Summary: Isaiah speaks of the crocus, lending hope to the people of ancient Israel and to us as well
Behold the Crocus!” Isaiah 35: 1,2
Writing in 700 B.C. about the return of the people Israel to their homeland following what would be a time of Exile in Babylon, the prophet spoke about the desert bursting into bloom. But he doesn’t just speak in broad terms about “flowers”—he speaks specifically of the CROCUS, which will spring forth from the land causing it to “REJOICE.”
The crocus that is mentioned is of the species “colchium autumnale; ” in the Hebrew, “Habazeleth.” It is otherwise known as the “autumn crocus” or “winter crocus.”
It is one of the earliest plants to bloom in Palestine, after the long hot days of summer. It only stands between one and three inches high, little more than a small flower on a stem, in the colors you’d expect of a crocus, basically yellow or purple. It’s not a particularly large flower, nor does it have an exceptionally long period of bloom, but makes quite a splash in mass!
What makes the crocus UNIQUE among the flowers is when and where it blooms. It blooms in the desert, and at the end of what is normally a long, tough, dry summer in Israel. Its bloom is heralded by the autumn rains, and sometimes even blooms in anticipation of the rains; almost miraculously, it seems to sense when the life giving rains are coming.
Understandably, the appearance of the crocus for the people of Palestine was a welcome sight, after a long, hot dry summer. We can relate to this somewhat given our experience with our spring crocus. In our part of the world, the crocus is usually the first of the flowers signaling the end of winter, often emerging through the last of the winter snows. As such, it is the first sign of new life; a hopeful sign of life, at a time when MOST of the world is still frozen and grey.
As I’ve already mentioned, in Israel, crocus bloom during the fall and winter, in dry and rocky desert places.
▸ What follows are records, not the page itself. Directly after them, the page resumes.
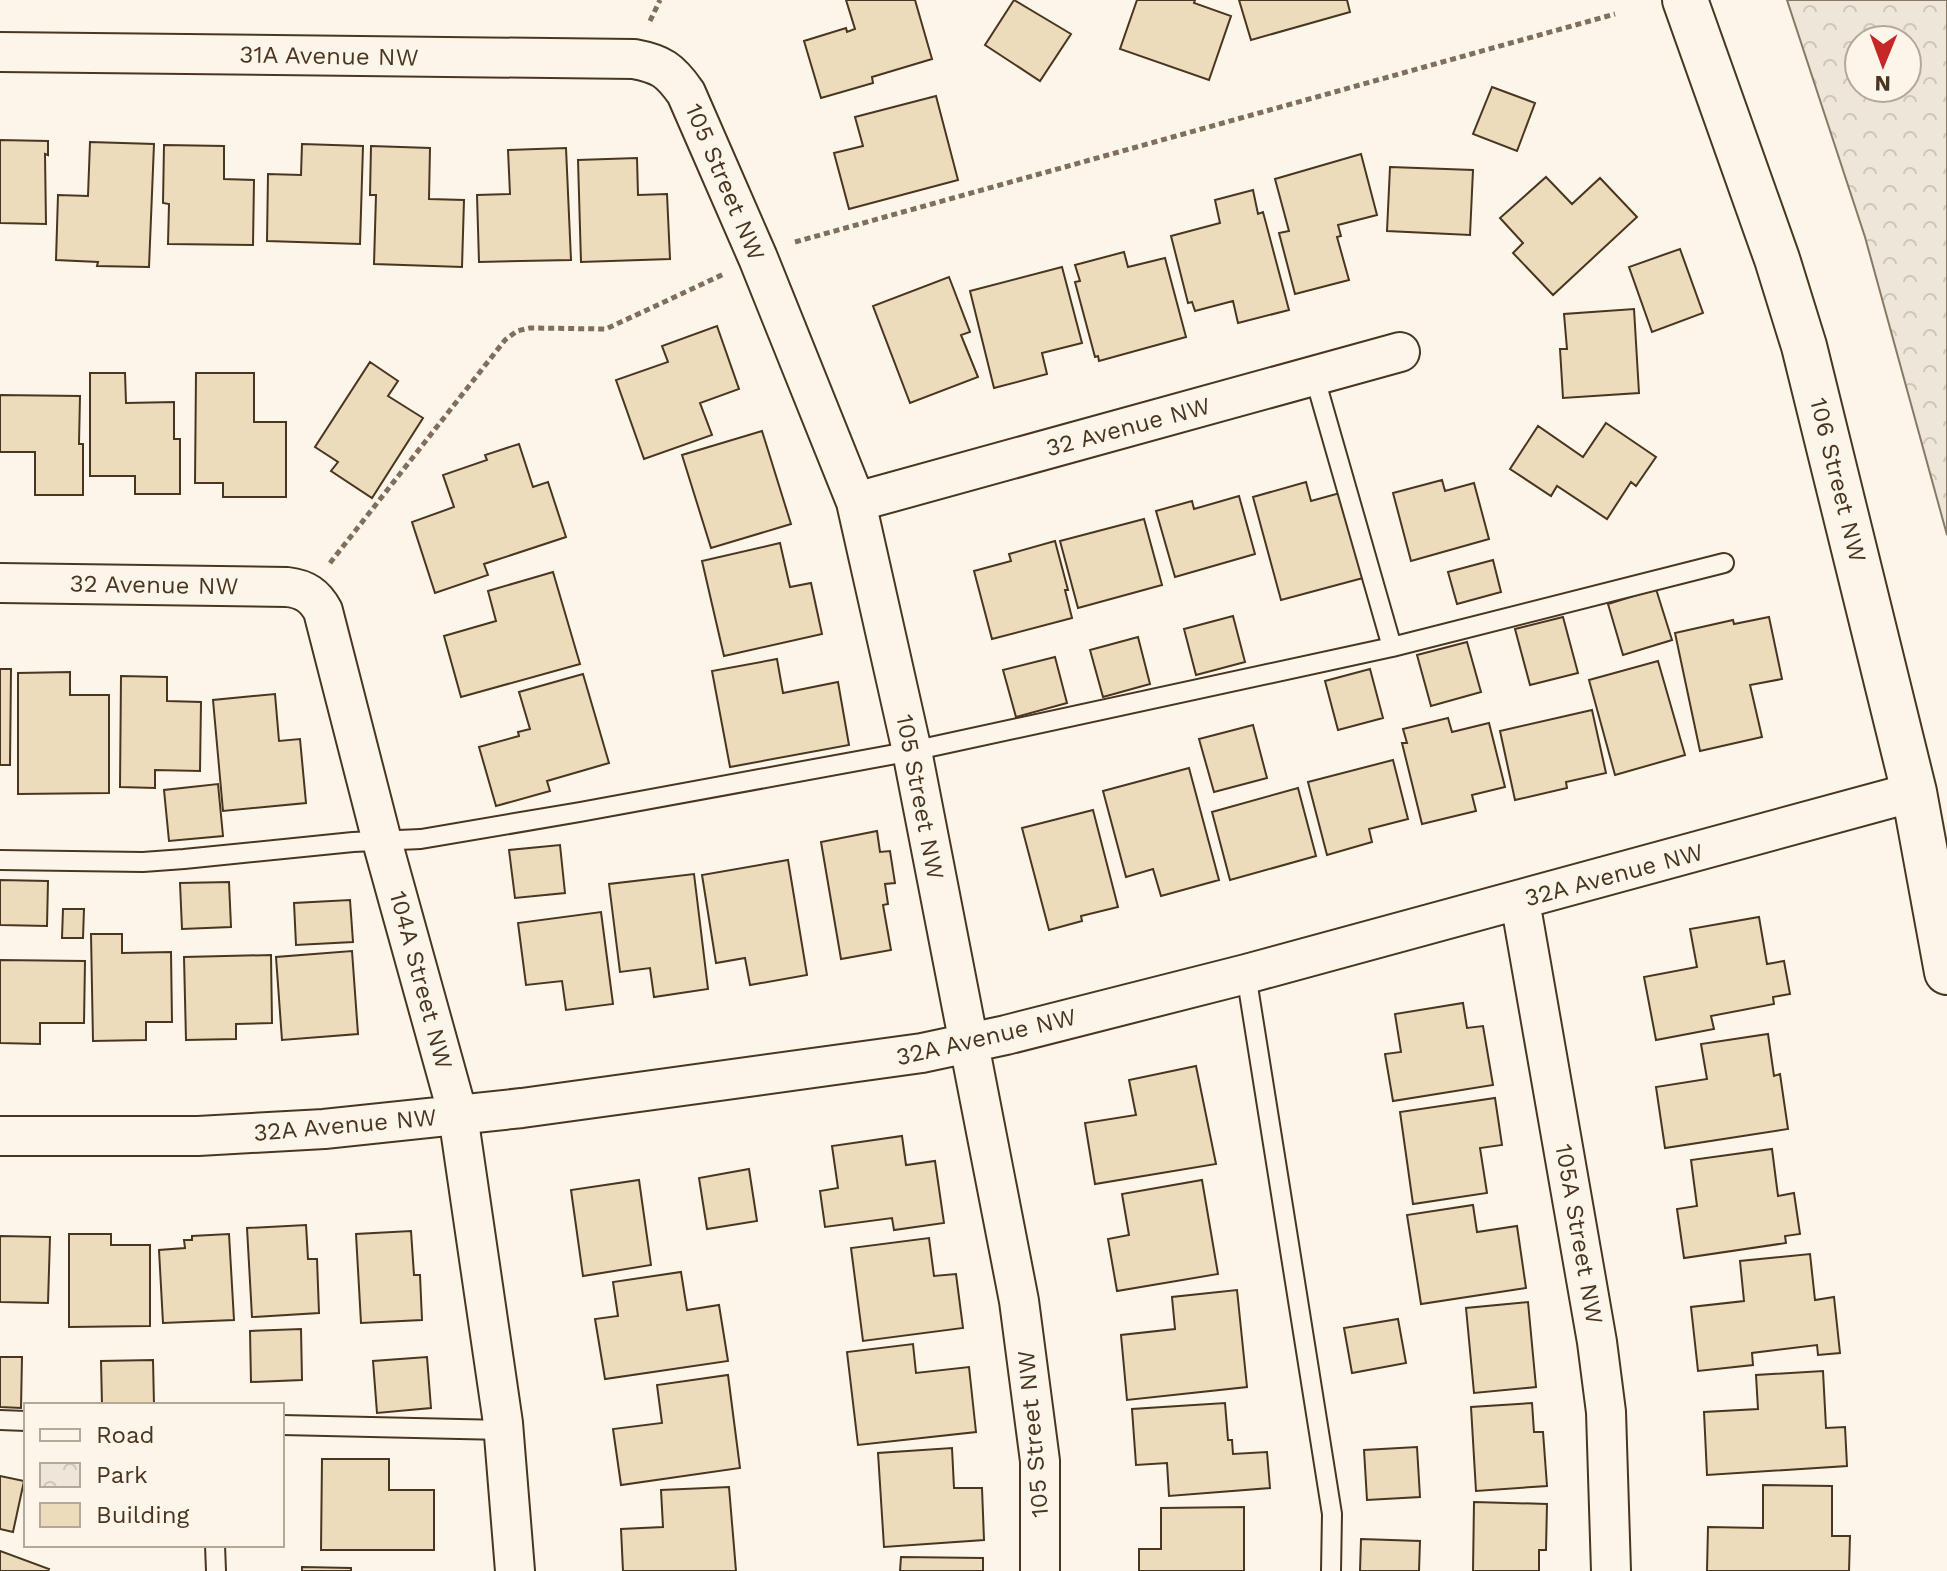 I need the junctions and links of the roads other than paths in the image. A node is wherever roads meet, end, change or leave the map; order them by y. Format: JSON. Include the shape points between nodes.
{"nodes":[{"id":1,"x":1685,"y":0,"type":"edge"},
{"id":2,"x":0,"y":52,"type":"edge"},
{"id":3,"x":659,"y":64,"type":"joint"},
{"id":4,"x":1400,"y":352,"type":"dead end"},
{"id":5,"x":1314,"y":375,"type":"junction"},
{"id":6,"x":856,"y":502,"type":"junction"},
{"id":7,"x":1724,"y":563,"type":"dead end"},
{"id":8,"x":0,"y":583,"type":"edge"},
{"id":9,"x":306,"y":592,"type":"joint"},
{"id":10,"x":1392,"y":647,"type":"junction"},
{"id":11,"x":912,"y":751,"type":"junction"},
{"id":12,"x":1931,"y":788,"type":"edge"},
{"id":13,"x":382,"y":841,"type":"junction"},
{"id":14,"x":0,"y":860,"type":"edge"},
{"id":15,"x":1520,"y":901,"type":"junction"},
{"id":16,"x":1947,"y":972,"type":"edge"},
{"id":17,"x":1246,"y":974,"type":"junction"},
{"id":18,"x":967,"y":1044,"type":"junction"},
{"id":19,"x":458,"y":1115,"type":"junction"},
{"id":20,"x":0,"y":1136,"type":"edge"},
{"id":21,"x":0,"y":1420,"type":"edge"},
{"id":22,"x":24,"y":1421,"type":"edge"},
{"id":23,"x":284,"y":1425,"type":"edge"},
{"id":24,"x":504,"y":1430,"type":"junction"},
{"id":25,"x":215,"y":1547,"type":"edge"},
{"id":26,"x":216,"y":1571,"type":"edge"},
{"id":27,"x":515,"y":1571,"type":"edge"},
{"id":28,"x":1040,"y":1571,"type":"edge"},
{"id":29,"x":1331,"y":1571,"type":"edge"},
{"id":30,"x":1611,"y":1571,"type":"edge"}],
"edges":[{"from":1,"to":12,"type":"street","name":"106 Street NW","via":[[1804,346]]},
{"from":2,"to":3,"type":"street","name":"31A Avenue NW","via":[[634,59]]},
{"from":3,"to":6,"type":"street","name":"105 Street NW","via":[[686,93]]},
{"from":4,"to":5,"type":"street","name":"32 Avenue NW"},
{"from":5,"to":6,"type":"street","name":"32 Avenue NW"},
{"from":5,"to":10,"type":"lane"},
{"from":6,"to":11,"type":"street","name":"105 Street NW"},
{"from":7,"to":10,"type":"lane"},
{"from":8,"to":9,"type":"street","name":"32 Avenue NW","via":[[287,587]]},
{"from":9,"to":13,"type":"street","name":"104A Street NW","via":[[323,611]]},
{"from":10,"to":11,"type":"lane"},
{"from":11,"to":13,"type":"lane","via":[[421,839]]},
{"from":11,"to":18,"type":"street","name":"105 Street NW"},
{"from":12,"to":15,"type":"street","name":"32A Avenue NW"},
{"from":12,"to":16,"type":"street","name":"106 Street NW"},
{"from":13,"to":14,"type":"lane","via":[[143,862]]},
{"from":13,"to":19,"type":"street","name":"104A Street NW"},
{"from":15,"to":17,"type":"street","name":"32A Avenue NW"},
{"from":15,"to":30,"type":"street","name":"105A Street NW","via":[[1597,1342],[1606,1412]]},
{"from":17,"to":18,"type":"street","name":"32A Avenue NW"},
{"from":17,"to":29,"type":"lane","via":[[1332,1514]]},
{"from":18,"to":19,"type":"street","name":"32A Avenue NW","via":[[879,1061]]},
{"from":18,"to":28,"type":"street","name":"105 Street NW","via":[[1032,1390],[1040,1461]]},
{"from":19,"to":20,"type":"street","name":"32A Avenue NW","via":[[198,1136]]},
{"from":19,"to":24,"type":"street","name":"104A Street NW"},
{"from":21,"to":22,"type":"lane"},
{"from":23,"to":24,"type":"lane"},
{"from":24,"to":27,"type":"street","name":"104A Street NW"},
{"from":25,"to":26,"type":"lane"}]}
A COLORFUL CACOPHONY of life where life just days earlier seemed in impossibility.
The people of ancient Israel would have been well acquainted with the bright yellow and purple blooms. And they would have known the HOPE that is birthed of the sight of such bloom. Such hope was much needed, of course. Upon their return, they would find their homeland destroyed. It would be a long, tough process of reclamation and rebuilding for the “ransomed of the Lord’ returning to Israel. But the crocus represented to them a future bright with possibilities.
Of course, this prophecy concerning the crocus, and the blossoming of the desert, as a word of Prophecy, looked ahead to the coming of the Messiah, and the new life Jesus would bring though the forgiveness of sin by way of his life, death and resurrection. And it will reach its ultimate fulfillment when Jesus returns in glory.
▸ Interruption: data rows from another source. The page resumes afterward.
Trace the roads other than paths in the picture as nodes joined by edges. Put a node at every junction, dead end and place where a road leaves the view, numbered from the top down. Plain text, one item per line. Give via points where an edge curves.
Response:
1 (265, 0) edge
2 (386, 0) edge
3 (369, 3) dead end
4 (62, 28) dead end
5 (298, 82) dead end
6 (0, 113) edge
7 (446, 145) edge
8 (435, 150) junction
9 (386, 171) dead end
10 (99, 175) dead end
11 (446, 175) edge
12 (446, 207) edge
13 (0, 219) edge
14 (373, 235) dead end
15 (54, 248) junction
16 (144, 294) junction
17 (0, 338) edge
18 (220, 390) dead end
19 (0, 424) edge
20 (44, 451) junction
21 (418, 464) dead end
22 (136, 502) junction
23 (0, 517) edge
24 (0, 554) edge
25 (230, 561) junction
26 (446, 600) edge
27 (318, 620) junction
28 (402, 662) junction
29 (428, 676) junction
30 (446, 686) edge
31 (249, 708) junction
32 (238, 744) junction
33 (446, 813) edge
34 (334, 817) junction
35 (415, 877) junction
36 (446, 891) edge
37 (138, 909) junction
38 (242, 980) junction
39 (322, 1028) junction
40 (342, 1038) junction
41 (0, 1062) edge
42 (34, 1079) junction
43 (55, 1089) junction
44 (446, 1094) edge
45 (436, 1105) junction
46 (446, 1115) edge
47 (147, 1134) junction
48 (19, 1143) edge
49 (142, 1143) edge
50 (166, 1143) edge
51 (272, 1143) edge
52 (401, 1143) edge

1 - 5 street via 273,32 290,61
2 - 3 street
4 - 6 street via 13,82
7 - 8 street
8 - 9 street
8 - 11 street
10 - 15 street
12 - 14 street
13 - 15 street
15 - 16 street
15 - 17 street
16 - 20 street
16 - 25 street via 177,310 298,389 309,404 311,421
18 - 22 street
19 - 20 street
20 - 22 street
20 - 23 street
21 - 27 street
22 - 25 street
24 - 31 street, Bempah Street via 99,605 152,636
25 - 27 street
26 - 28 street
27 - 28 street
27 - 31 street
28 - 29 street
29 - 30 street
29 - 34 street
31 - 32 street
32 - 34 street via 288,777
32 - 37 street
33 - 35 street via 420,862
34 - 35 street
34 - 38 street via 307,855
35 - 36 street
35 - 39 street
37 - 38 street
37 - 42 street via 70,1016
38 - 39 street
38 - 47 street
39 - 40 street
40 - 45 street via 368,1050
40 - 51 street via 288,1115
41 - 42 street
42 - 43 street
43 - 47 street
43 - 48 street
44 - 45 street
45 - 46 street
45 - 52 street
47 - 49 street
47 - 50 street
We of course live in between the first coming of Messiah and his coming again, but these words have profound implications for us as well. For all practical purposes, these are desert dry times in which we live, and many have lost hope or are losing hope. These words are meant for us too, to comfort us and inspire us.
In February, 1883, the famous painter, Vincent Van Gogh, wrote to his brother, Theo: “If one looks closely, one sees that there’s a kind of gospel on the first day of spring. On such a day, so many grey, withered faces come out of doors, not to do anything in particular, but as if to convince themselves that spring has indeed come. All kinds of people that you wouldn’t’ expect, crowd around a spot in the market where a trader is selling crocus.”
So perhaps there is a sweet spot in all that we are currently enduring, that some will come out to see what all this hopeful talk about Christ, so often overlooked, is about!
And for us, too, who need encouragement: God’s Word imparts hope for the future, and lends us eyes to see signs of life springing up around us.